Sunday, August 10, 2014

walking on water

May my words be in the Name of the Holy & Undivided Trinity: + Father, Son, & Holy Spirit. Amen.

I wonder which of the the things that he got wrong in his life St Peter regretted most; something that if he could have gone back and changed just it, just that one thing, and done it all differently, which one would he have picked? Now admittedly, we know very little about St Peter, just what we have in the gospels, as well as some fairly well attested traditions, such as the one about returning to Rome to face his martyrdom and asking to be crucified upside down, feeling himself unworthy to be treated in the same way as his Lord. There are also some mentions in Acts, St Paul's letters, and of course his own. But all these really add to what the Gospels tell us is his concern for orthodox teaching and practice within the early Church.

So we'll look at the Gospels only. Would he have chosen not to run that night in Gethsemane, when he abandoned Jesus to the thugs who came to arrest him? Would it have been denying him three times as he skulked in the courtyard while Jesus was on trial, brave enough to be there, but not brave enough to admit he was a disciple? Would it have been his attempt to argue with Jesus when he told them that he was going to suffer and die, and for which he received the stinging rebuke of 'Get thee behind me Satan!' Or would it have been something smaller, something of seeming less consequence such as the brief loss of faith he suffered as he walked across the waves to Jesus and as a result began to sink?

For my own part, I think it is the smaller things I got wrong that loom largest in my mind. I've lived a rather varied life and there are plenty of decisions I made that if I had chosen differently would have been potentially life changing. There were a few property deals that I could have gotten involved with but didn't that ended up being very lucrative; career choices that would have taken me on a very different path which offered a life of excitement and adventure. But as I am more than content with the place where my life choices have brought me to, I find it difficult to regret too much those big choices.

But there are a few small ones that I think about. One of them is about a night when I was 16 and I went with a bunch of mates to a RoryGallagher concert in the Arcadia in Cork. It was New Year's eve 1978 and going off for the night was a very big deal, one of the first really grown up things I did. When we got into town, the doors of the Arc didn't open for an hour or so and rather than wait outside in the cold we went into a bar across from Kent station just down the road – my very first time, might I add, going into a bar without my parents or some other grown-up relative. In the bar were some friends of one of our group – one of whom was over 18 – and they offered to buy us a drink. Now I had never had more than a coke or a red lemonade in a bar before, but all the others said yes and I didn't have the moral courage to say no, so I said I'd have a beer. What kind, I was asked? Well my dad drank Bass so I asked for that. I drank it, didn't especially enjoy it, and we headed for the Arc. And not long after I got there I began to feel terrible; I felt nauseous as if I was going to throw up and I felt that way for the rest of the evening. I remember the night vividly – I can tell you what I was wearing – jeans, cowboy boots, a brown check shirt, and my fake leather bomber jacket with its fake fur collar - what the Arc looked like – dingy with many old wooden galleries, and creaking floor board - even details of what Rory looked like on stage – he was was wearing jeans and a check shirt too, but his was blue. But can I recall one thing about what the man who is certainly the greatest blues guitarist this country has ever produced, and one of the finest in the world, sounded like on the night? Not at all. I know it was loud, but feeling ill as I did, it merely made my head hurt.

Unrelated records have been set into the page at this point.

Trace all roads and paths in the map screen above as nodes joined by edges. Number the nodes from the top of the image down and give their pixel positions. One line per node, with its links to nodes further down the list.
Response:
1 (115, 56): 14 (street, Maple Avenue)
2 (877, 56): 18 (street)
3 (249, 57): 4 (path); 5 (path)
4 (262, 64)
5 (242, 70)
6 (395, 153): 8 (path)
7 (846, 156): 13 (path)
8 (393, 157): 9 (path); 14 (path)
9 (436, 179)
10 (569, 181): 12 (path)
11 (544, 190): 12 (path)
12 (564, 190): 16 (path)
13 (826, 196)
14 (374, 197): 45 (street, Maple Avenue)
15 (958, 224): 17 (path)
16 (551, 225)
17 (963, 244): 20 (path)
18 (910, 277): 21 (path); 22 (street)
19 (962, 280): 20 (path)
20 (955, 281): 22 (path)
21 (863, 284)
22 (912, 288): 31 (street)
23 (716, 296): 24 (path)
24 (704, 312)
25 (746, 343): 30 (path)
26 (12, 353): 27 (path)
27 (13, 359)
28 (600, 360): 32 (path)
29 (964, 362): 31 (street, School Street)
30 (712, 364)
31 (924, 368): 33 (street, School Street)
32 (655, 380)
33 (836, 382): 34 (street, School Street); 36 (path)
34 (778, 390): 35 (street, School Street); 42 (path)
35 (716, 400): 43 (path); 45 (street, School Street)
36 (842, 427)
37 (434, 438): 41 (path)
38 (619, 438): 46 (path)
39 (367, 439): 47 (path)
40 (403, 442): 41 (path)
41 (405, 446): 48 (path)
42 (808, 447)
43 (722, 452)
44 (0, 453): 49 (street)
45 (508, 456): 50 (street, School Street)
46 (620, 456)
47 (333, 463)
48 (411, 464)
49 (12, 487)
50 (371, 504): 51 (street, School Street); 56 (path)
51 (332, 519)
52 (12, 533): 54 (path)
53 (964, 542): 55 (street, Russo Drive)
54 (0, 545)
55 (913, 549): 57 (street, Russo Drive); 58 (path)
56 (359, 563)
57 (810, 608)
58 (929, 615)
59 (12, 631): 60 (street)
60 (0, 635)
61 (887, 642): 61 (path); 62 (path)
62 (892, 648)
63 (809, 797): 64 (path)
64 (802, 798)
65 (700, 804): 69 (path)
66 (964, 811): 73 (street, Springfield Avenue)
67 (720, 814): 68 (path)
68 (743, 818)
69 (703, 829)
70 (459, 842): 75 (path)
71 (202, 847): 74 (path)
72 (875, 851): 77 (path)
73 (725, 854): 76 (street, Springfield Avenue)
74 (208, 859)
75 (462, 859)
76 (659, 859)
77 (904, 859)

So the much anticipated concert was for me a complete washout. And not being a great concert goer, that turned out to be my only chance to see Rory Gallagher live. Which in hindsight is a great pity, because my father-in-law, who passed away before I met my wife, was the manager of the Impact show-band, which some of you may know was the group in which Rory started his professional career. And I would love to be able to share some personal memories with my children of what the great guitarist that their grandfather helped get started sounded like live. But I cannot. All because of one foolish decision in a bar one night.

But hopefully we learn from our mistakes. I learned that beer didn't agree with me and didn't touch it again for years. What did Peter learn from his unceremonious dunking in front of all his fellow disciples, and more importantly in front of his Lord? Did loosing faith in Christ even as Christ stood before him on the water teach him anything? Did he look back on the time he was sinking beneath the waves and remember how he had cried out for help and the Lord at once took him by the hand and saved him? Perhaps that moment of divine grace and mercy more than made up for him losing out on the bragging rights of being able to casually mention to folk the time he went walking with Jesus on the Sea of Galilee; instead he was able to recount to them how he learned how Jesus will reach out to those who call on him, even when, and perhaps especially when, we doubt and think we can no longer go on. Worth a dunking. And perhaps not something to regret at all.

To him who is the shepherd and guardian of our souls, by whose wounds we are healed and who is with us always until the end of the ages, be glory now and forever. Amen


  1. That's cool that your father-in-law managed the Impact. You should hunt around the old attic to see if there's any memorabilia from that time.

  2. Thanks, Milo. Alas, the metaphorical 'attic' was raided already and the few bits and pieces found sold to collectors.